Farmers Should Not Have to Pay the Price for Russia’s War on Ukraine


Ontario Bean Growers call on the federal government to return the federal fertilizer tariffs on purchases made prior to war on Ukraine.

The Ontario Bean Growers and farmers across Canada are paying a 35% federal tariff on fertilizers purchased from Russia prior to the war. “The federal government regulations have placed Ontario at a huge price disadvantage for our crops” says Ontario Bean Growers’ Chairman Dave Woods. “We recognize the mistakes the Russian Government has made in invading Ukraine, but making farmers, and ultimately Canadian consumers, pay for a tariff during high inflation and a time of increasing food shortages, is unfair and unwise especially when most purchases were made prior to the war”.

The Ontario Bean Growers call on the federal government to return the fertilizer tariffs entirely or at least for those purchases made prior to the war and invest in domestic fertilizer production in the long term. “We are also asking for the Federal Government to examine major trading partners, such as the US, to assess the disparity on costs caused by the Canadian regulations,” says Woods.  Several farm organizations across Canada have asked the federal government to lift tariffs or return tariff to farmers, while at the same time the US government has effectively removed their tariffs on fertilizer imports from Russia and all other members of the G7 have no tariffs.  In Canada, the federal government has refused to listen to the plight of Canadian farmers on the high fertilizer costs for which the government has helped create.

“Our farmers are doing everything they can to reduce fertilizers as it is one of the highest input costs, however, there is only so much we can do before yields are affected for this year and next year,” says Woods. “The government does not understand the impact they have on our farmers’ ability to grow food.  Whether carbon taxes, import tariffs, diesel taxes, pesticide bans, supply chain disruptions, lingering COVID vaccine mandates, rail strikes, fertilizer reduction regulations the government is constantly making farmers wonder if they can continue to operate and grow food in Canada.”

Russia is the world’s number one exporter of nitrogen fertilizerand the second largest in phosphorus and potassium fertilizers.  These costs have had a major impact on the Ontario farmer’s ability to compete.  Ontario exports 90% of its bean crop and the additional 35% tariff will make Ontario and Canadian farmers’ sales even more difficult to remain competitive with the US.

Farmers have already significantly reduced their need for fertilizer through crop rotation, cover crops (e.g. growing nitrogen-producing cover crops before corn), and alternative sources of nutrients like livestock manure.

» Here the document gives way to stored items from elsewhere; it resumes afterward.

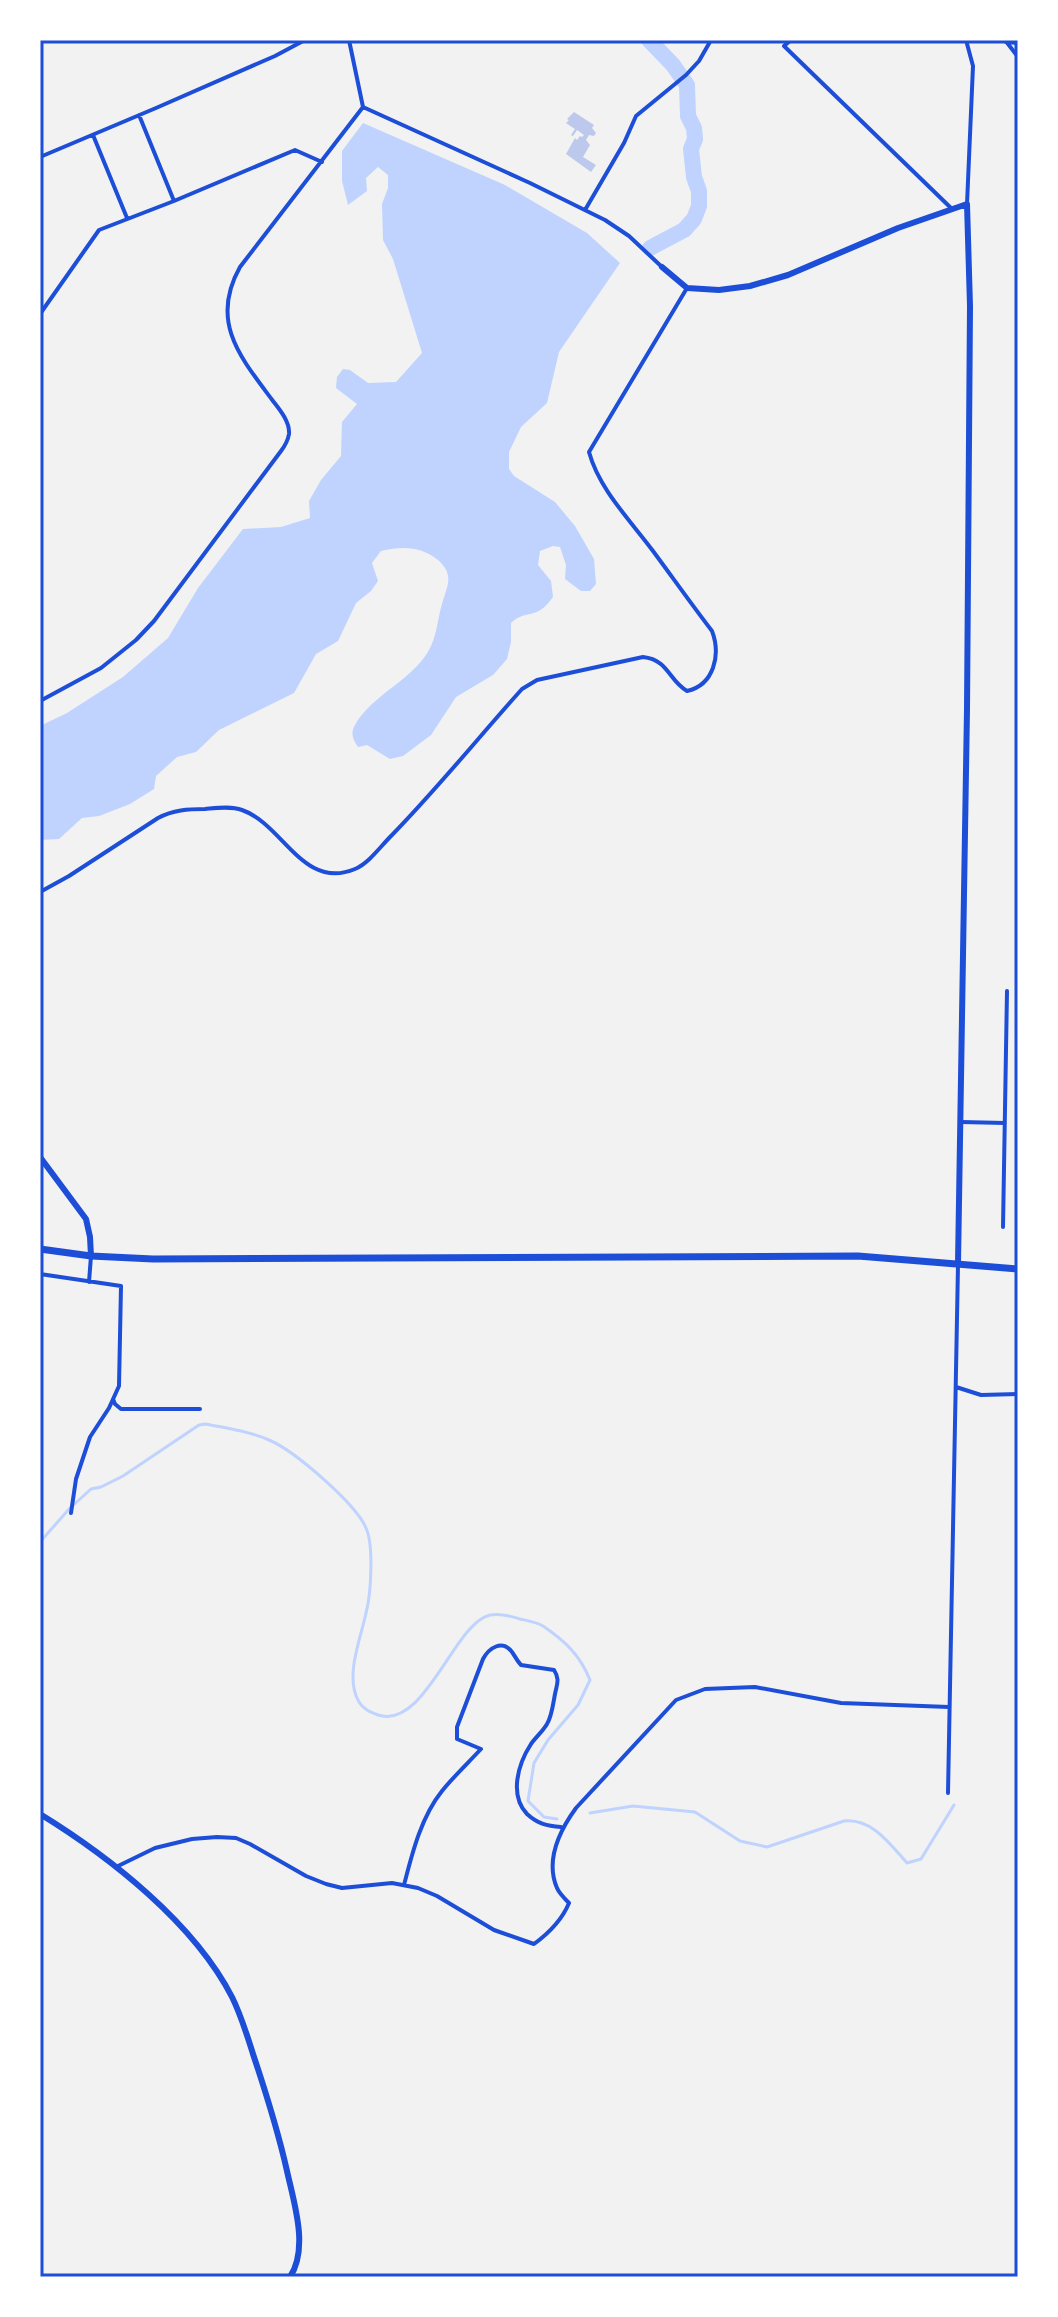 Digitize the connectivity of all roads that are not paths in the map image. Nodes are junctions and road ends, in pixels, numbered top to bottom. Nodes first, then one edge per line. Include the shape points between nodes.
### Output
1 (305, 40) edge
2 (349, 40) edge
3 (711, 40) edge
4 (791, 40) edge
5 (966, 40) edge
6 (1005, 41) edge
7 (1018, 43) edge
8 (1018, 57) edge
9 (363, 107) junction
10 (139, 115) junction
11 (93, 135) junction
12 (40, 157) edge
13 (322, 162) junction
14 (174, 201) junction
15 (967, 204) junction
16 (951, 208) junction
17 (585, 210) junction
18 (127, 218) junction
19 (662, 267) joint
20 (687, 288) junction
21 (40, 314) edge
22 (40, 701) edge
23 (40, 892) edge
24 (1007, 991) dead end
25 (961, 1122) junction
26 (1005, 1123) junction
27 (40, 1157) edge
28 (1003, 1227) dead end
29 (40, 1249) edge
30 (91, 1256) junction
31 (958, 1263) junction
32 (1018, 1269) edge
33 (40, 1274) edge
34 (89, 1282) junction
35 (956, 1387) junction
36 (1018, 1394) edge
37 (113, 1399) junction
38 (200, 1409) dead end
39 (71, 1513) dead end
40 (949, 1707) junction
41 (948, 1793) dead end
42 (40, 1814) edge
43 (562, 1827) junction
44 (116, 1867) junction
45 (404, 1885) junction
46 (290, 2277) edge

1 - 10 street
2 - 9 street
3 - 17 street via 686,75 636,116
4 - 16 street via 784,46
5 - 15 street via 973,66
6 - 7 street
6 - 8 street
9 - 13 street
9 - 17 street
10 - 11 street
10 - 14 street
11 - 12 street
11 - 18 street
13 - 14 street via 295,150
13 - 22 street via 240,267 229,294 228,331 241,359 286,420 289,435 281,451 136,640 101,668
14 - 18 street
15 - 16 street
15 - 25 street
16 - 20 street via 788,275 719,290
17 - 19 street via 629,236
18 - 21 street via 99,230
19 - 20 street
20 - 23 street via 589,452 610,494 712,631 717,643 708,681 687,691 655,659 643,657 537,680 522,689 410,816 354,869 317,870 242,810 191,809 158,818
24 - 26 street
25 - 26 street
25 - 31 street
26 - 28 street
27 - 30 street via 86,1219
29 - 30 highway
30 - 31 highway via 858,1256
30 - 34 street
31 - 32 highway
31 - 35 street
33 - 34 street
34 - 37 street via 121,1286 119,1386
35 - 36 street via 981,1395
35 - 40 street
37 - 38 street via 121,1409
37 - 39 street via 90,1437
40 - 41 street
40 - 43 street via 832,1702 755,1687 705,1689 676,1700
42 - 44 street
43 - 45 street via 553,1872 557,1889 569,1903 549,1933 534,1944
43 - 45 street via 534,1820 518,1800 517,1785 529,1747 548,1722 557,1674 521,1665 508,1649 494,1646 483,1659 457,1727 457,1739 481,1749 429,1811
44 - 45 street via 155,1848 192,1839 236,1838 326,1884
44 - 46 street via 164,1909 232,1997 266,2090 296,2216 300,2258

Unfortunately, there is not enough manure from animals to meet the demand of all the crops being grown in Ontario, and nutrients aren’t as measurable in manure as they can be with commercial fertilizers. Manure, a natural fertilizer, from livestock has also been negatively targeted by the Federal government’s climate change policy discussions.  The removal of fertilizers will unquestionably reduce yields which play against other government targets to increase agricultural production and exports.

Farmers also ensure that they are applying the correct amount of fertilizer by testing their soils and applying only what is needed to produce their crops. But crops like Kidney beans, Black beans and Pinto beans still require the proper amount of nutrients to grow. Reducing applied fertilizer isn’t a great option for Ontario and Canadian farmers when the world is relying on our country to produce more to meet the Ukraine’s crop shortage due to the war with Russia.

So, what does this mean for consumers?  “Unfortunately, we feel that food prices are going to continue to rise.  This will be compounded, again, by whether farmers in the Ukraine are able to harvest and export crops this year as they are a major exporter of grains such as corn and wheat,” says Woods.

Ontario farmers are starting to plan for next year’s fertilizer needs.  Canada has the potential to supply the entire demand of its own nitrogen fertilizer, as product made from natural gas, however this takes time; time farmers don’t have for the next season.  Without the removal and assistance by the federal government prices will continue to increase for both farmers and consumers.   


The Ontario Bean Growers (OBG) is a non-profit farmer organization representing the 1,100 farmers in Ontario growing just over 100,000 acres of dry beans. OBG engages with government and industry stakeholders on issues that affect the productivity and profitability of the industry.